All lines in the data below carrying the string "labels" are to be located and copied.

Stored items:

:::::

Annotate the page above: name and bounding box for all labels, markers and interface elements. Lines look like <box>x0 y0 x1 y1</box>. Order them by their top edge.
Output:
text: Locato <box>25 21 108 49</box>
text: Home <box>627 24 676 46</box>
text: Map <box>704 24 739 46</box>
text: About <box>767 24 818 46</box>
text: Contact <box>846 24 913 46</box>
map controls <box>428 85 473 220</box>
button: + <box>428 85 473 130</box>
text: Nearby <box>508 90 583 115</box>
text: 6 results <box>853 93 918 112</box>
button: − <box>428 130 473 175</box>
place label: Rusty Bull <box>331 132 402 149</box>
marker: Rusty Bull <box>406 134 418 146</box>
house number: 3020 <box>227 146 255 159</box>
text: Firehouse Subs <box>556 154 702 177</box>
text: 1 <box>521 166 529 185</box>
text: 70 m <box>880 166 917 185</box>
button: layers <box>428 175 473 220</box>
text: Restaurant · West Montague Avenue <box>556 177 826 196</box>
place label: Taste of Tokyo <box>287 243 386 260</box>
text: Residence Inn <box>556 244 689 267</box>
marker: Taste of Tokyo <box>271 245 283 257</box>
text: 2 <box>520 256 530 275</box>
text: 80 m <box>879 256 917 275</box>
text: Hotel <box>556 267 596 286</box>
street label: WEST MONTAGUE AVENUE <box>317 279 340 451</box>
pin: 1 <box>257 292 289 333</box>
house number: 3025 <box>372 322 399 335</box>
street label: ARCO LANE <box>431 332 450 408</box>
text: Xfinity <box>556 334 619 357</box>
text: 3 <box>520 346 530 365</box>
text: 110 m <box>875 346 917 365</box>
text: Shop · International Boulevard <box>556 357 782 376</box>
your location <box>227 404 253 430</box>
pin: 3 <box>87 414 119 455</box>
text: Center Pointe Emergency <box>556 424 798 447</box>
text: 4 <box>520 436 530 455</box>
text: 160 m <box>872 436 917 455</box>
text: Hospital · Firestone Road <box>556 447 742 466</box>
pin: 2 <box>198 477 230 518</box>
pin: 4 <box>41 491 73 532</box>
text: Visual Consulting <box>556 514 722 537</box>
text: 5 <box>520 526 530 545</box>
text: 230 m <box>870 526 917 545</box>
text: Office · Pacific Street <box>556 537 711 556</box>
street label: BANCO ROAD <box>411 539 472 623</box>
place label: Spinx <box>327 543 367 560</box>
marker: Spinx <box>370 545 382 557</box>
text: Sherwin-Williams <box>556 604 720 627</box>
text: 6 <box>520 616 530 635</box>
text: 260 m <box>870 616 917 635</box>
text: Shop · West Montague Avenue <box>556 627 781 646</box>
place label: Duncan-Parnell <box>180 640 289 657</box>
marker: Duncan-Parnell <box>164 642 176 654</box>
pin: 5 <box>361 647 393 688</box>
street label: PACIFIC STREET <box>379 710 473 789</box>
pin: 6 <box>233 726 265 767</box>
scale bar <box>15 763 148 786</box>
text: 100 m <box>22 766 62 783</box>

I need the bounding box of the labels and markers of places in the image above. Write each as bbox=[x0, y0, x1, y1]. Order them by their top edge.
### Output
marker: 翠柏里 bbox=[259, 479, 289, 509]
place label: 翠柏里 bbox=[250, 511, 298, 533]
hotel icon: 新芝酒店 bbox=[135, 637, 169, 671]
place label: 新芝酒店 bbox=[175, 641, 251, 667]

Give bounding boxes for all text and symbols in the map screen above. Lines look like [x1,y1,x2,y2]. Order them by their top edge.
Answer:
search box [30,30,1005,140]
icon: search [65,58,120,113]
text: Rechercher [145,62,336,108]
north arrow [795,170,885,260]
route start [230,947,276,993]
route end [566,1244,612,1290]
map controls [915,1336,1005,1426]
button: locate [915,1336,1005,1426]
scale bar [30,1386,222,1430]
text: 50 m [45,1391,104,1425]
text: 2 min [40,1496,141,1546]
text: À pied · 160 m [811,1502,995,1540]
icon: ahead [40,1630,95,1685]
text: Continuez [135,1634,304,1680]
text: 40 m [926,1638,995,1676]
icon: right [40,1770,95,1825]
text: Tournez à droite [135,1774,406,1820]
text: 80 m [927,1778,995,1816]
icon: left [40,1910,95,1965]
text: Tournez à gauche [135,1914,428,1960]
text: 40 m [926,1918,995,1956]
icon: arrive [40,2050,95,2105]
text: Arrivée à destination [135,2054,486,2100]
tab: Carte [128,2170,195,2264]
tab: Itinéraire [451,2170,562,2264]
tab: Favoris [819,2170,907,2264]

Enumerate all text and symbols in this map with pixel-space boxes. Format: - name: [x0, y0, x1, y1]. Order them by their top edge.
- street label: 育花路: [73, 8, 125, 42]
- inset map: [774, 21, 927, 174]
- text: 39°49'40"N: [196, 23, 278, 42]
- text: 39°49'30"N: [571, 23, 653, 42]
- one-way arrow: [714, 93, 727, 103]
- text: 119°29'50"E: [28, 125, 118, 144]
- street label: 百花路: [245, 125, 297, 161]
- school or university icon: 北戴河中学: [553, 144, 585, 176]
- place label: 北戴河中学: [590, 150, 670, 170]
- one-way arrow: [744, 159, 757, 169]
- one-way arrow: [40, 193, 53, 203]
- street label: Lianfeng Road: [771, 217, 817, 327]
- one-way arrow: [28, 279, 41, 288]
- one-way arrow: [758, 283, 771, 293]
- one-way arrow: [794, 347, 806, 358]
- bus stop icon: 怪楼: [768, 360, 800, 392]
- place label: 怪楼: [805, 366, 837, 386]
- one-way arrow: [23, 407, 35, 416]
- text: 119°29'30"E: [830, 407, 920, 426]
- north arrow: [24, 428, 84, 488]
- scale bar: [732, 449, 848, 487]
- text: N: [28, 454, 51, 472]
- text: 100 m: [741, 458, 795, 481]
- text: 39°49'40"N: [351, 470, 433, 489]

:::::

*Worked solution:*
Annotate the page above: name and bounding box for all labels, markers and interface elements. Lines look like <box>x0 y0 x1 y1</box>. Order them by their top edge.
I need the bounding box of the labels and markers of places in the image above. Write each as bbox=[x0, y0, x1, y1]. Order them by their top edge.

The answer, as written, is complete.